SOURCE RECORDS START

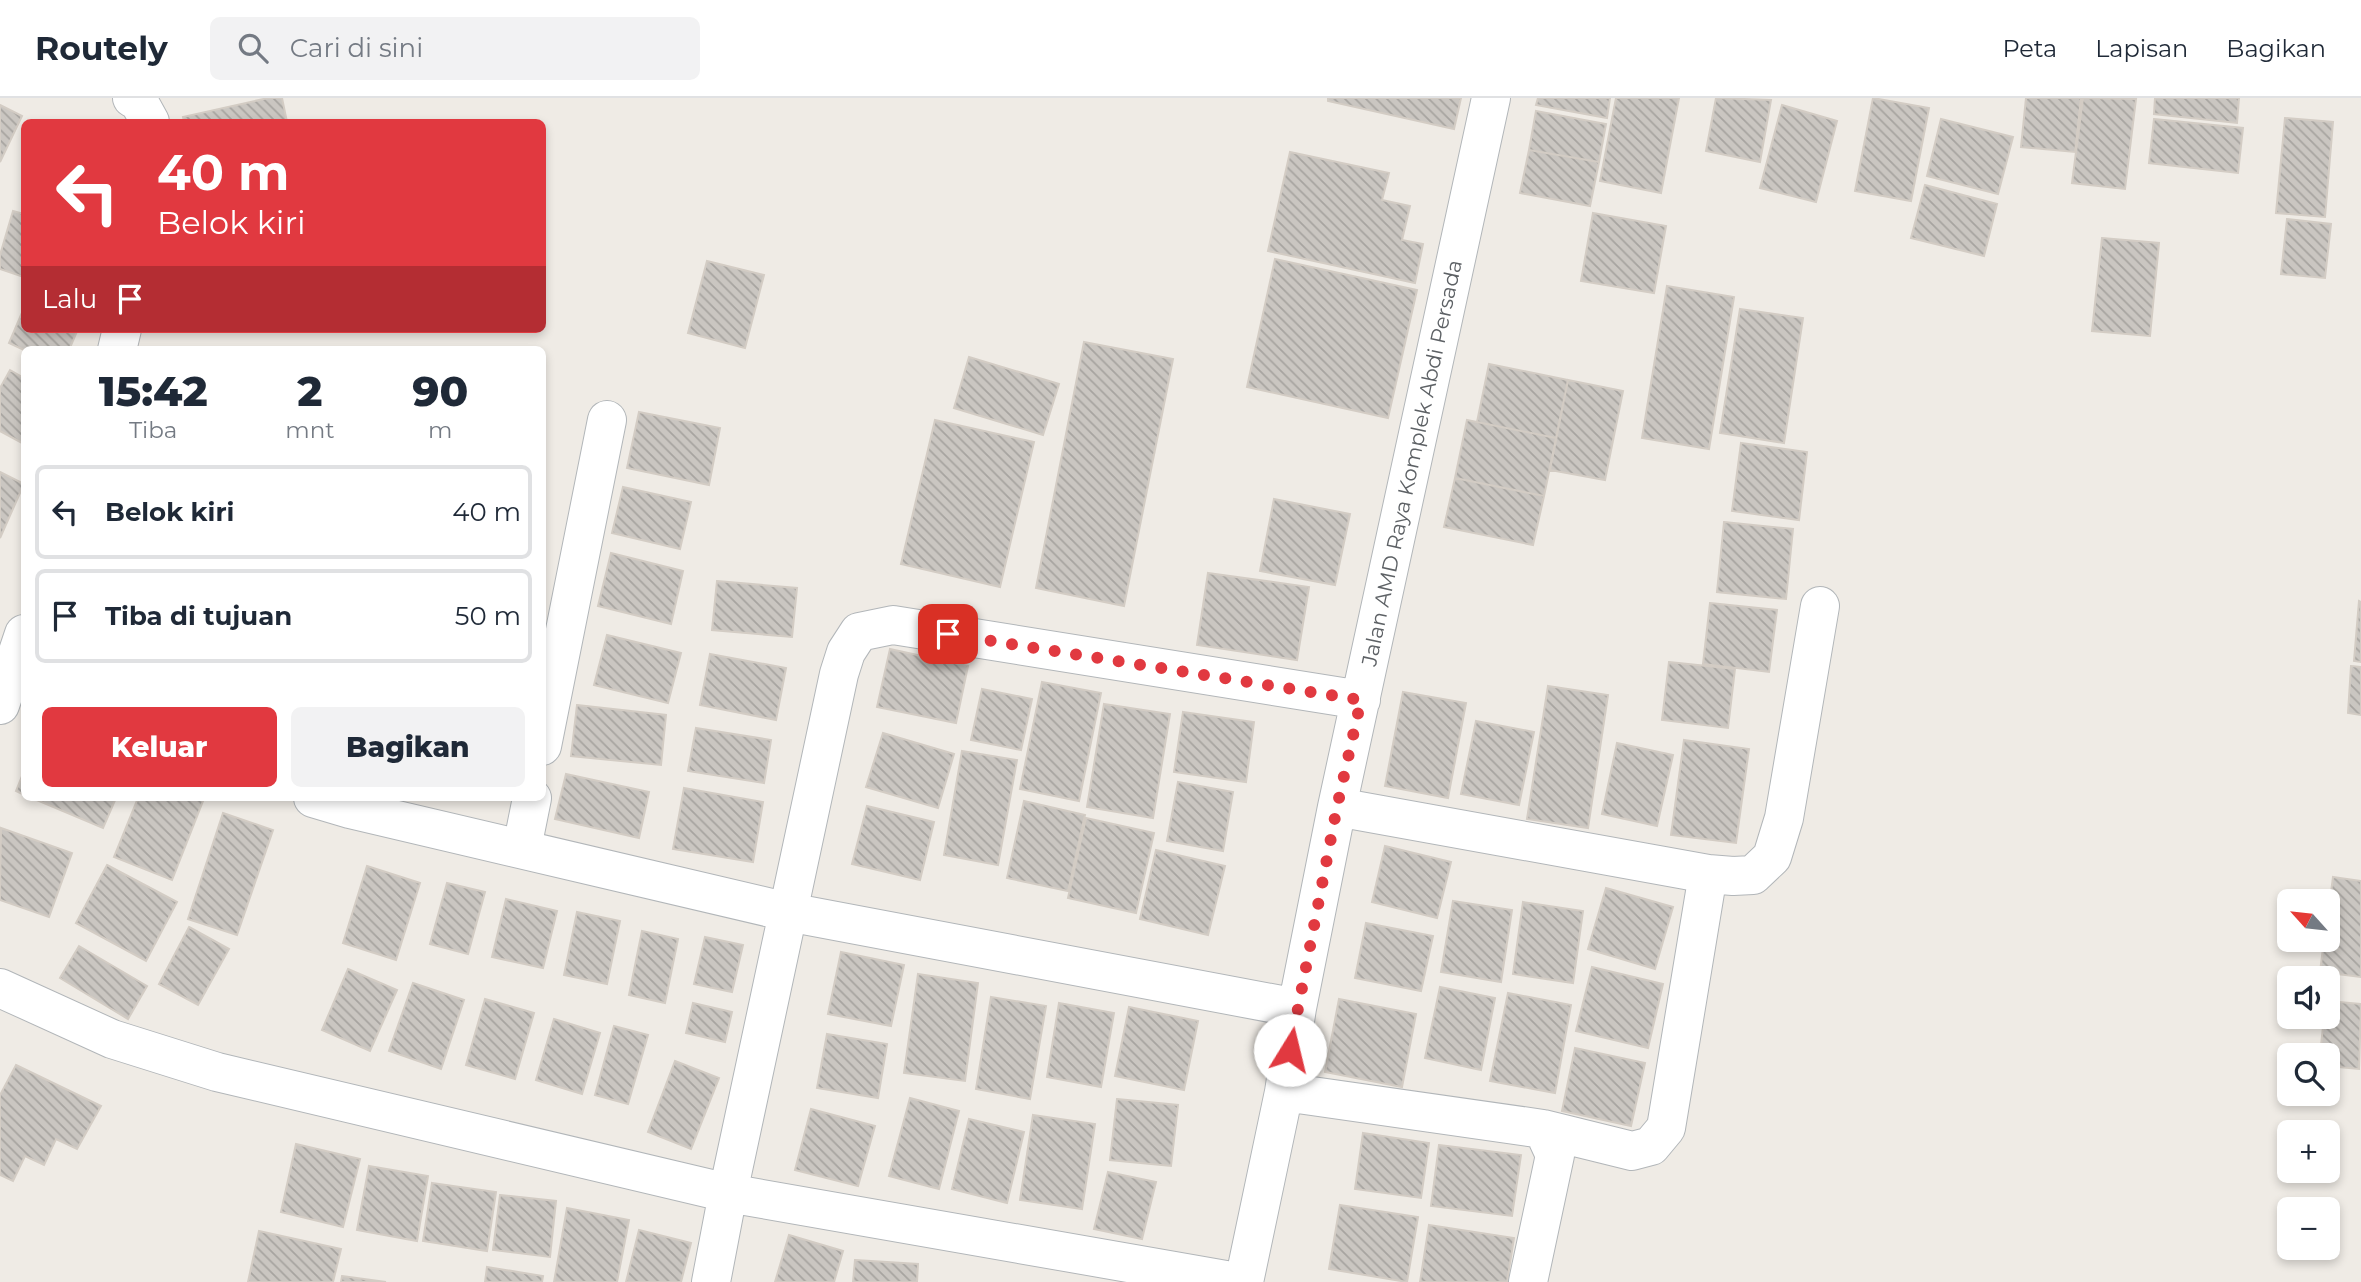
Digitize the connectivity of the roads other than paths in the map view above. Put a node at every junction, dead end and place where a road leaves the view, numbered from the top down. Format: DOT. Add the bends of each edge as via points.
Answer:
graph roads {
  1 [pos="132,98"];
  2 [pos="1491,98"];
  3 [pos="148,119"];
  4 [pos="607,420"];
  5 [pos="1820,606"];
  6 [pos="21,643"];
  7 [pos="1361,700"];
  8 [pos="0,705"];
  9 [pos="546,726"];
  10 [pos="323,801"];
  11 [pos="531,801"];
  12 [pos="1337,807"];
  13 [pos="522,848"];
  14 [pos="1708,874"];
  15 [pos="788,912"];
  16 [pos="0,988"];
  17 [pos="1297,1008"];
  18 [pos="1284,1092"];
  19 [pos="1544,1129"];
  20 [pos="728,1193"];
  21 [pos="711,1282"];
  22 [pos="1237,1282"];
  23 [pos="1244,1282"];
  24 [pos="1528,1282"];
  1 -- 3 [label="street"];
  2 -- 7 [label="street, Jalan AMD Raya Komplek Abdi Persada"];
  4 -- 9 [label="street"];
  5 -- 14 [label="street" via="1784,818 1772,857 1753,874"];
  6 -- 8 [label="street"];
  7 -- 12 [label="street, Jalan AMD Raya Komplek Abdi Persada"];
  7 -- 15 [label="street" via="893,625 859,632 839,674"];
  10 -- 13 [label="street"];
  11 -- 13 [label="street"];
  12 -- 14 [label="street"];
  12 -- 17 [label="street, Jalan AMD Raya Komplek Abdi Persada"];
  13 -- 15 [label="street"];
  14 -- 19 [label="street" via="1665,1128 1651,1146 1632,1151"];
  15 -- 17 [label="street"];
  15 -- 20 [label="street"];
  16 -- 20 [label="street" via="112,1039 217,1072"];
  17 -- 18 [label="street, Jalan AMD Raya Komplek Abdi Persada"];
  18 -- 19 [label="street"];
  18 -- 23 [label="street, Jalan AMD Raya Komplek Abdi Persada"];
  19 -- 24 [label="street" via="1555,1155"];
  20 -- 21 [label="street"];
  20 -- 22 [label="street"];
}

SOURCE RECORDS END

WHAT IS REQUIRED:
Which lines of the records above contain the word "Raya"? Show each of them.

TASK RESULT:
  2 -- 7 [label="street, Jalan AMD Raya Komplek Abdi Persada"];
  7 -- 12 [label="street, Jalan AMD Raya Komplek Abdi Persada"];
  12 -- 17 [label="street, Jalan AMD Raya Komplek Abdi Persada"];
  17 -- 18 [label="street, Jalan AMD Raya Komplek Abdi Persada"];
  18 -- 23 [label="street, Jalan AMD Raya Komplek Abdi Persada"];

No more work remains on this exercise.